Another big focus is dealing with cache locking. Previously, cargo had a single lock on the package cache, which cargo would hold while downloading registry data and performing dependency resolution. When cargo is actually running rustc, it previously did not hold a lock under the assumption that existing cache data will not be modified.

However, now that cargo can modify or delete existing cache data, it needs to be careful to coordinate with anything that might be reading from the cache, such as if multiple cargo commands are run simultaneously. To handle this, cargo now has two separate locks, which are used together to provide three separate locking states. There is a shared read lock, which allows multiple builds to run in parallel and read from the cache. There is a write lock held while downloading registry data, which is independent of the read lock which allows concurrent builds to still run while new packages are downloaded. The third state is a write lock that prevents either of the two previous locks from being held, and ensures exclusive access while cleaning the cache.

Versions of cargo before 1.75 don't know about the exclusive write lock. We are hoping that in practice it will be rare to concurrently run old and new cargo versions, and that it is unlikely that the automatic GC will need to delete data that is concurrently in use by an older version.

Error handling and filesystems

Because we do not want problems with GC from disrupting users, the implementation silently skips the GC if it is unable to acquire an exclusive lock on the package cache. Similarly, when cargo saves the timestamp data on every command, it will silently ignore errors if it is unable to open the database, such as if it is on a read-only filesystem, or it is unable to acquire a write lock. This may result in the last-use timestamps becoming stale, but hopefully this should not impact most usage scenarios. For locking, we are paying special attention to scenarios such as Docker container mounts and network filesystems with questionable locking support.

Backwards compatibility

Since the cache is used by any version of cargo, we have to pay close attention to forwards and backwards compatibility. We benefit from SQLite's particularly stable on-disk data format which has been stable since 2004. Cargo has support to do schema migrations within the database that stay backwards compatible.

Plan for the future

A major aspect of this endeavor is to gain experience with using SQLite in a wide variety of environments, with a plan to extend its usage in several other parts of cargo.

Registry index metadata

One place where we are looking to introduce SQLite is for the registry index cache. When cargo downloads registry index data, it stores it in a custom-designed binary file format to improve lookup performance. However, this index cache uses many small files, which may not perform well on some filesystems.

Additionally, the index cache grows without bound. Currently the automatic cache cleaning will only delete an entire index cache if the index itself hasn't been used, which is rarely the case for crates.io. We may also need to consider finer-grained timestamp tracking or some mechanism to periodically purge this data.

Target directory change tracking and cleaning

Another place we are looking to introduce SQLite is for managing the target directory. In cargo's target directory, cargo keeps track of information about each crate that has been built with what is called a fingerprint. These fingerprints help cargo know if it needs to recompile something. Each artifact is tracked with a set of 4 files, using a mixture of custom formats.

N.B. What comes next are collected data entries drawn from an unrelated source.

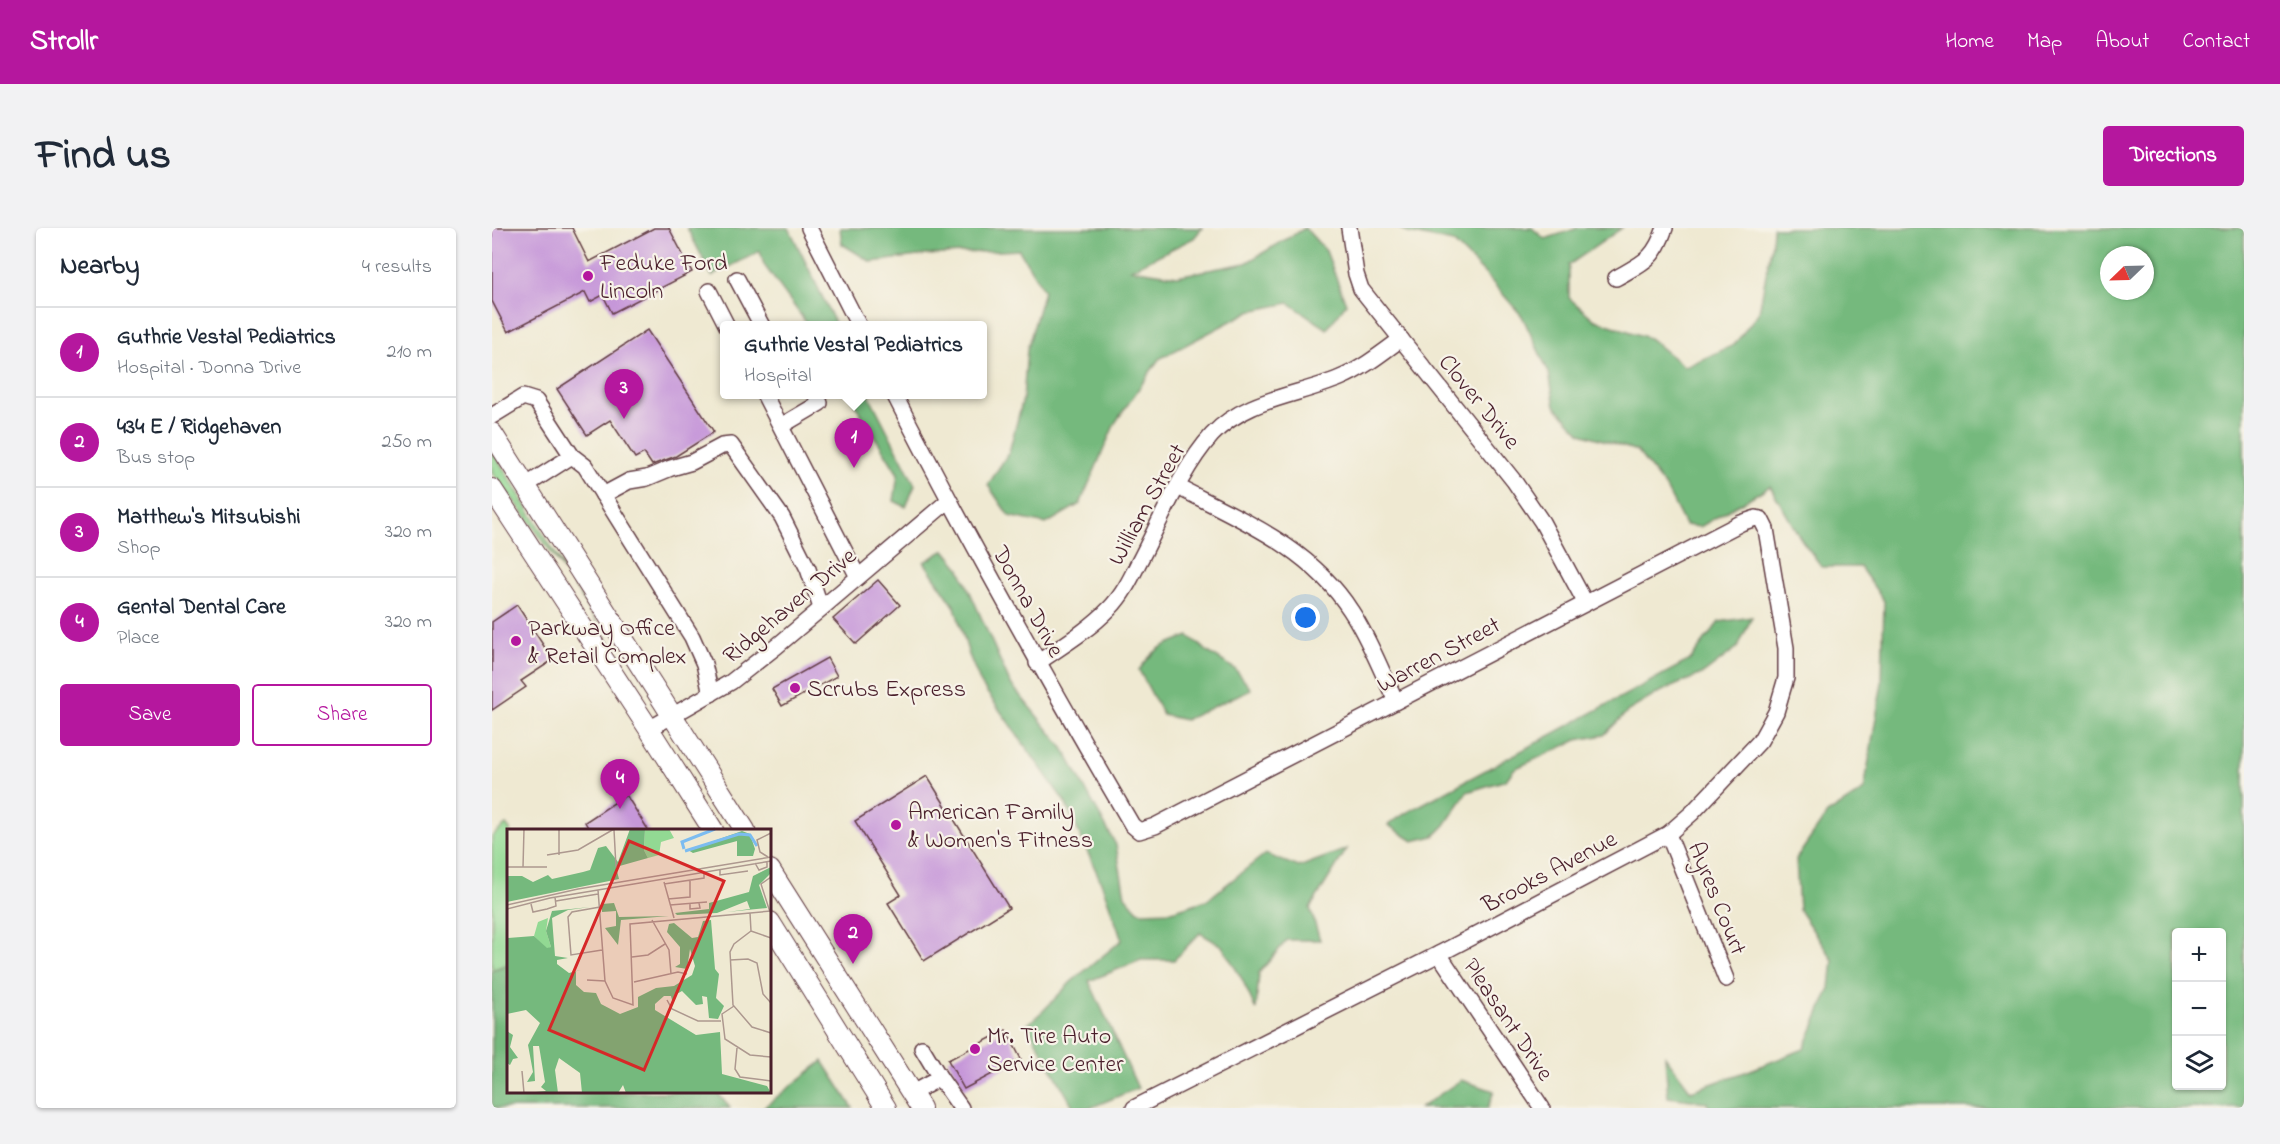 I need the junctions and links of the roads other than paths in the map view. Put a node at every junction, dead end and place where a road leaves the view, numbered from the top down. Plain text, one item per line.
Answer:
1 (809, 228) edge
2 (1349, 228) edge
3 (1665, 228) edge
4 (1616, 278) dead end
5 (737, 279) dead end
6 (709, 291) dead end
7 (724, 321) edge
8 (759, 321) edge
9 (856, 321) edge
10 (1401, 339) junction
11 (767, 399) edge
12 (818, 399) edge
13 (897, 399) edge
14 (492, 416) edge
15 (781, 426) junction
16 (492, 433) edge
17 (572, 456) junction
18 (525, 486) junction
19 (1178, 488) junction
20 (492, 489) edge
21 (603, 495) junction
22 (948, 501) junction
23 (1764, 525) joint
24 (858, 577) junction
25 (1585, 602) junction
26 (821, 608) junction
27 (1037, 663) junction
28 (711, 694) junction
29 (1396, 701) junction
30 (673, 716) junction
31 (649, 729) junction
32 (1131, 825) joint
33 (712, 829) edge
34 (744, 829) edge
35 (1668, 834) junction
36 (771, 872) edge
37 (771, 924) edge
38 (1439, 954) junction
39 (1725, 979) dead end
40 (922, 1048) dead end
41 (940, 1078) junction
42 (917, 1101) edge
43 (886, 1108) edge
44 (960, 1108) edge
45 (1134, 1108) edge
46 (1542, 1108) edge

1 - 9 street
2 - 10 street, Clover Drive
3 - 4 street
5 - 8 street
6 - 7 street
10 - 19 street, William Street
10 - 25 street, Clover Drive
11 - 15 street
12 - 15 street
13 - 22 street, Donna Drive
14 - 17 street
15 - 24 street
16 - 18 main road
17 - 18 street
17 - 21 street
18 - 30 main road
19 - 27 street, William Street
19 - 29 street
20 - 31 main road
21 - 26 street
21 - 28 street
22 - 24 street, Ridgehaven Drive
22 - 27 street, Donna Drive
23 - 25 street, Warren Street
23 - 35 street, Brooks Avenue
24 - 26 street, Ridgehaven Drive
25 - 29 street, Warren Street
26 - 28 street, Ridgehaven Drive
27 - 32 street, Donna Drive
28 - 30 street, Ridgehaven Drive
29 - 32 street, Warren Street
30 - 31 street, Ridgehaven Drive
30 - 34 main road
31 - 33 main road
35 - 38 street, Brooks Avenue
35 - 39 street, Ayres Court
36 - 42 main road
37 - 43 main road
38 - 45 street, Brooks Avenue
38 - 46 street, Pleasant Drive
40 - 41 street
41 - 42 street
41 - 44 street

We are looking to replace this system with SQLite which will hopefully bring about several improvements. A major focus will be to provide cleaning of stale data in the target directory, which tends to use substantial amount of disk space. Additionally we are looking to implement other improvements, such as more accurate fingerprint tracking, provide information about why cargo thinks something needed to be recompiled, and to hopefully improve performance. This will be important for the script feature, which uses a global cache for build artifacts, and the future implementation of a globally-shared build cache.